Amy Kazmin in New Delhi

A group of 15 Indian migrant workers, who were making an arduous trek from an industrial zone back to their native villages in Madhya Pradesh, was crushed to death by a goods train early Friday morning, after they fell asleep on the tracks.

The fatal accident highlights the continuing plight of millions of desperate Indian labourers, who have been left stranded without work or wages in India’s big cities and industrial areas for the duration of the country’s on-going lockdown.

In a tweet, Prime Minister Narendra Modi described himself as “extremely anguished” over the loss of life due to the accident.

https://twitter.com/narendramodi/status/1258597915536179201

With nearly all regular public transportation services suspended in India since March 22, thousands of migrants have undertaken long and difficult journeys on foot, or by other illicit and sometimes dangerous means, in a desperate bid to reach the comfort of their distant home villages.

Many have died along the way as a result of exhaustion, heat stroke, hunger dehydration and sometimes fatal accidents.
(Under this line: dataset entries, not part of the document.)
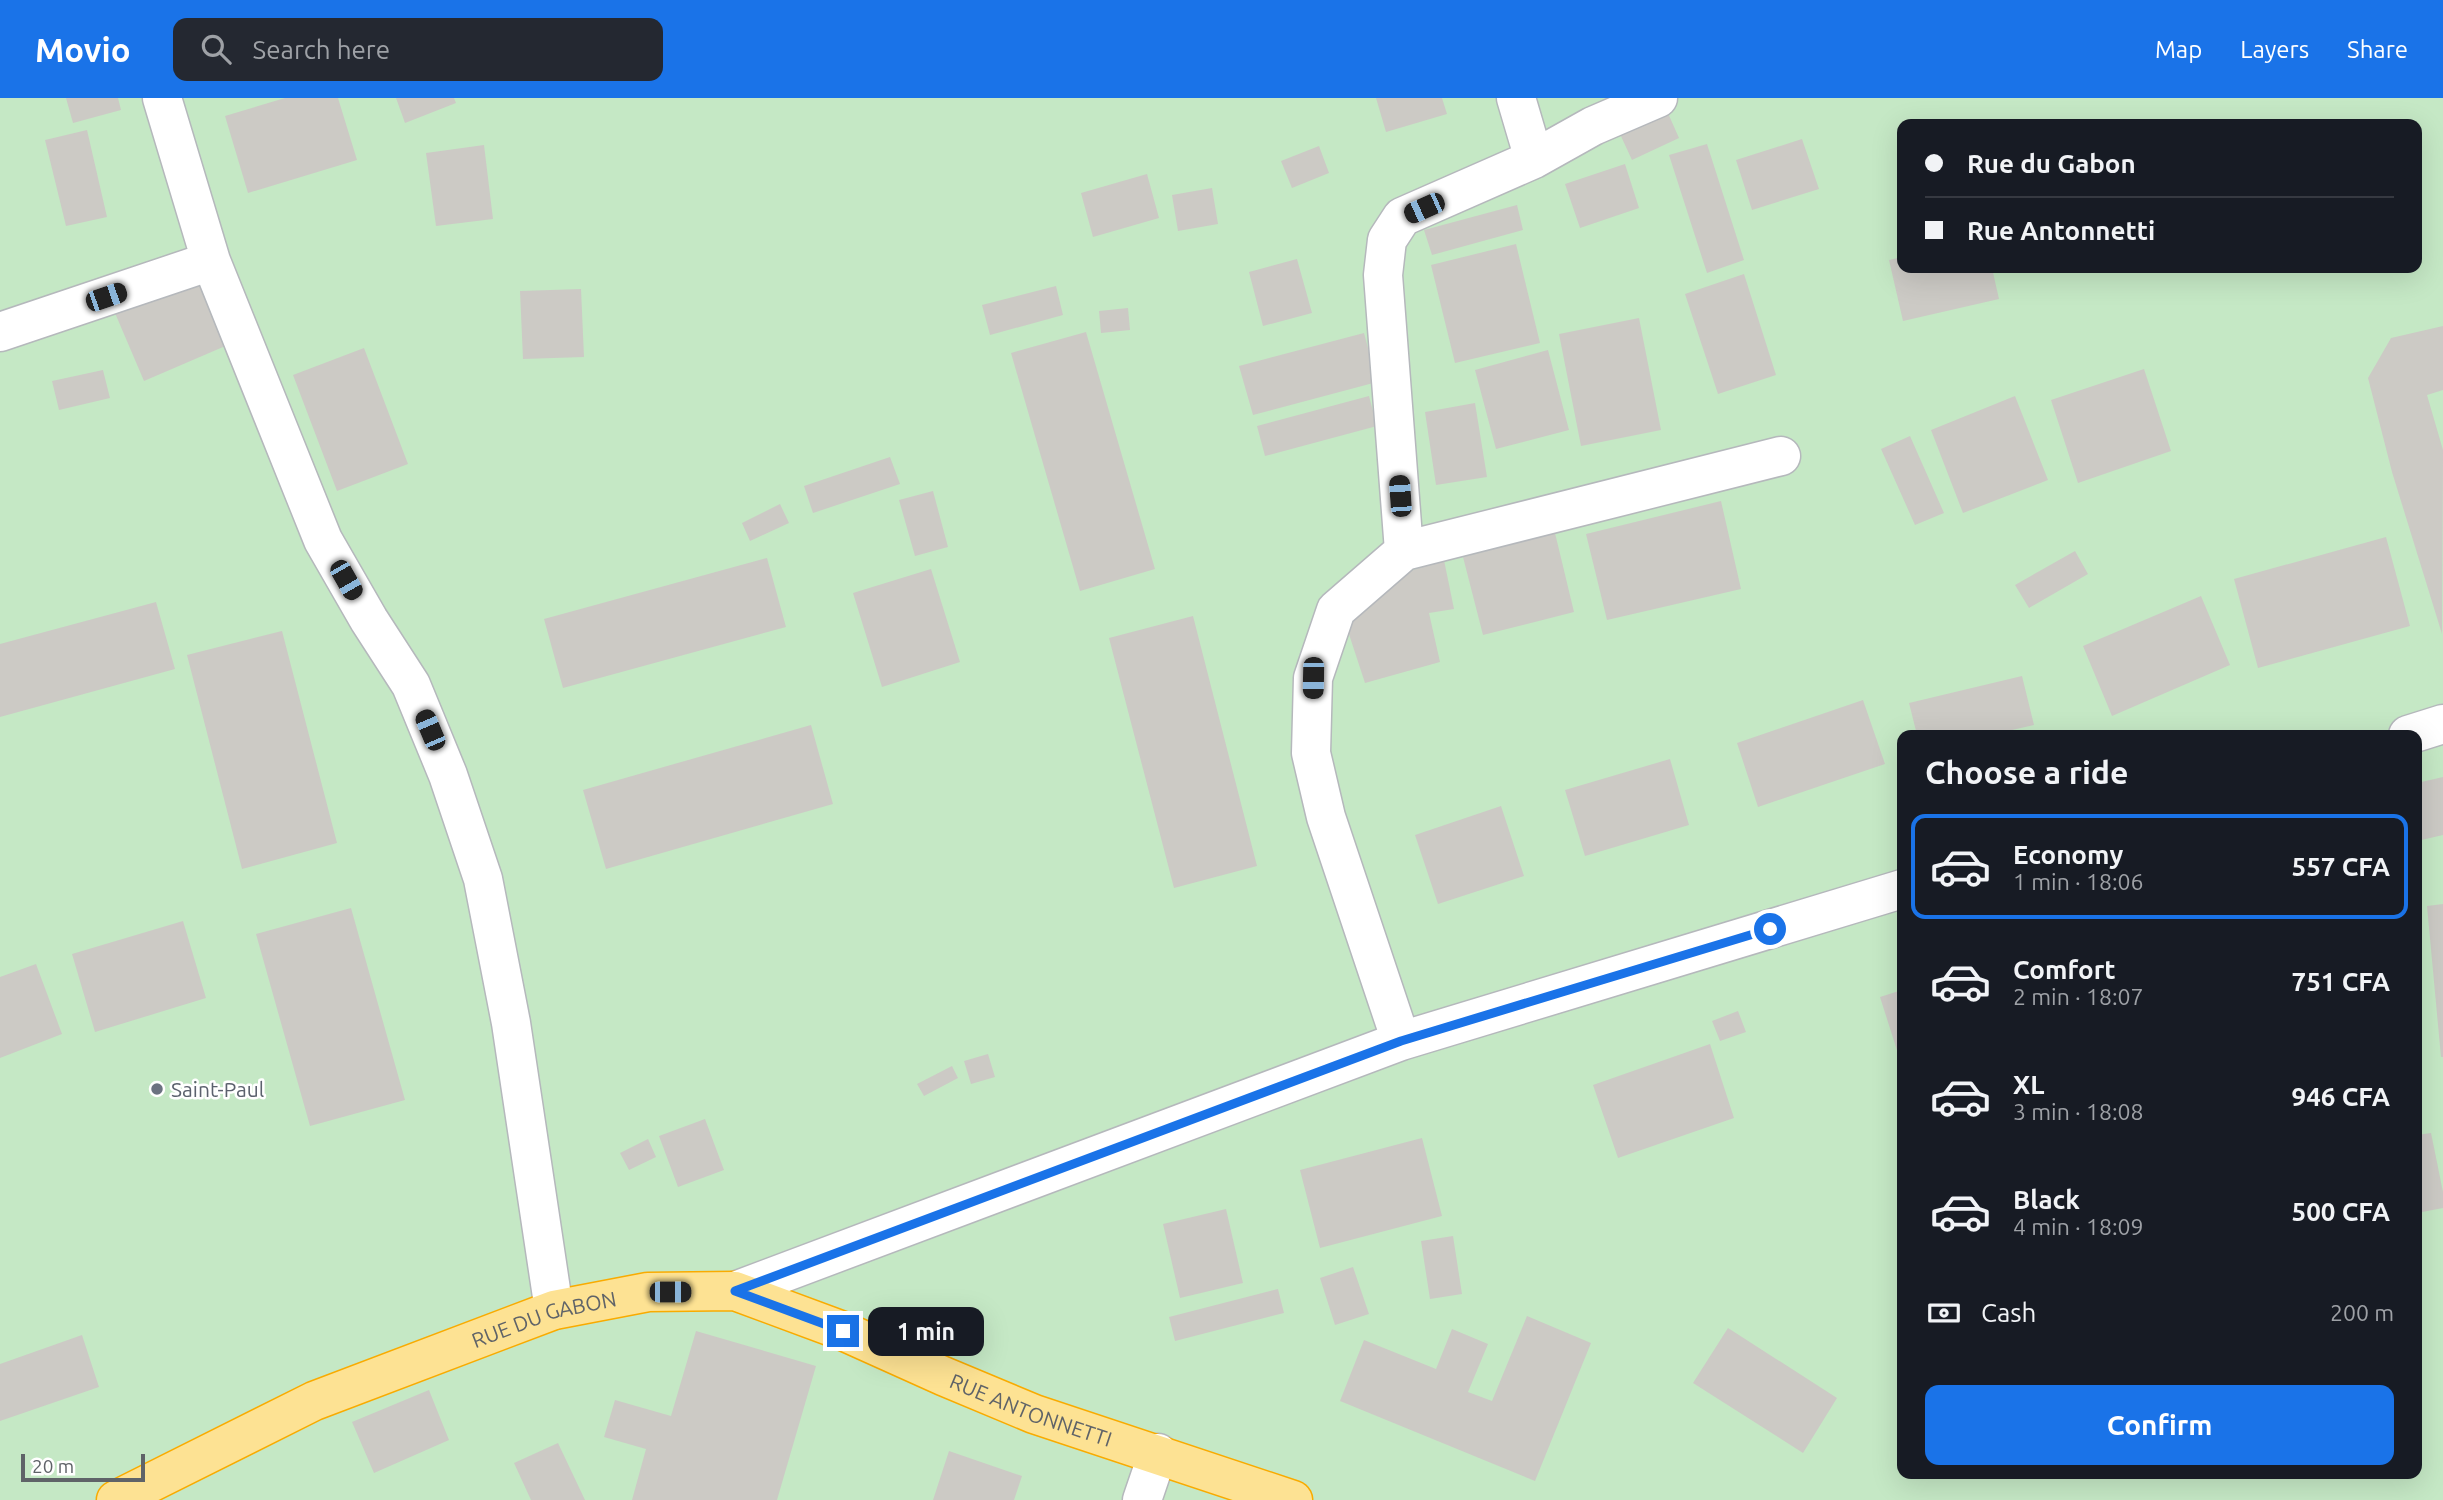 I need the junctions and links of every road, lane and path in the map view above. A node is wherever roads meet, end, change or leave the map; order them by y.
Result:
1 (162, 98) edge
2 (1516, 98) edge
3 (1658, 98) edge
4 (1534, 159) junction
5 (211, 261) junction
6 (0, 332) edge
7 (1781, 456) dead end
8 (1404, 551) junction
9 (2443, 724) edge
10 (2422, 731) edge
11 (1897, 891) edge
12 (1401, 1041) junction
13 (735, 1291) junction
14 (554, 1310) junction
15 (1158, 1453) junction
16 (116, 1500) edge
17 (1142, 1500) edge
18 (1293, 1500) edge

1 - 5 street
2 - 4 street
3 - 4 street
4 - 8 street
5 - 6 street
5 - 14 street
7 - 8 street
8 - 12 street
9 - 10 street
11 - 12 street, RUE DU GABON
12 - 13 street, RUE DU GABON
13 - 14 highway, RUE DU GABON
13 - 15 highway, RUE ANTONNETTI
14 - 16 highway, RUE DU GABON
15 - 17 street
15 - 18 highway, RUE ANTONNETTI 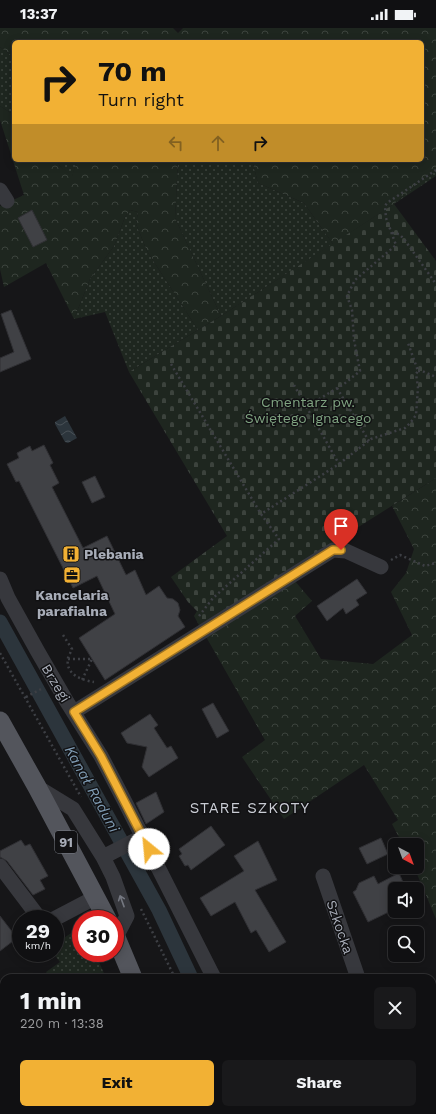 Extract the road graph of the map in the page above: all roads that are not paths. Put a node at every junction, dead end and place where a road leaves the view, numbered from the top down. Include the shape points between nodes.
1 (381, 567) road end
2 (0, 579) edge
3 (74, 712) junction
4 (0, 720) edge
5 (37, 787) junction
6 (139, 838) junction
7 (109, 854) junction
8 (0, 866) edge
9 (323, 876) dead end
10 (96, 897) junction
11 (33, 910) edge
12 (102, 910) edge
13 (64, 914) edge
14 (124, 921) edge
15 (124, 956) edge
16 (131, 974) edge
17 (212, 974) edge
18 (357, 974) edge

1 - 3 street via 346,551 333,550
2 - 3 street, Brzegi via 38,652
3 - 6 street, Brzegi via 124,800
4 - 5 main road, 91
5 - 7 street via 73,809
5 - 10 main road, 91
6 - 7 street
6 - 17 street, Brzegi via 156,861
14 -> 7 street via 127,916 113,877
8 - 11 street
9 - 18 street, Szkocka
10 - 12 main road, 91
10 - 13 street
15 - 16 main road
Recently, 14 migrant workers even were found hidden inside a cement mixer as they sought to get home.

There has been a mounting outcry over the plight of migrant workers amid growing concerns about the potential for social unrest, prompting Indian Railways last weekend to begin running special point-to-point train services to take migrant workers back to their home states.

But tickets for the trains, organised between the governments of the sending and receiving states, remain hard to get hold of, given the limited services and huge pent up demand.

As a result, many migrants are continuing to set out on foot.
Earlier this week, the southern state of Karanataka — home of the IT hub Bangalore — decided not permit the special trains to operate in the state, after complaints from the construction industry that the mass exodus of migrant workers would lead to a massive labour shortage once companies were ready to resume operations.

The decision led to a massive public outcry, especially from powerful labour unions, which accused authorities of treating workers like bonded labourers. The Karnataka state government has since reversed its decision, and has now agreed to permit the special trains to operate, allowing many frustrated migrant workers to leave.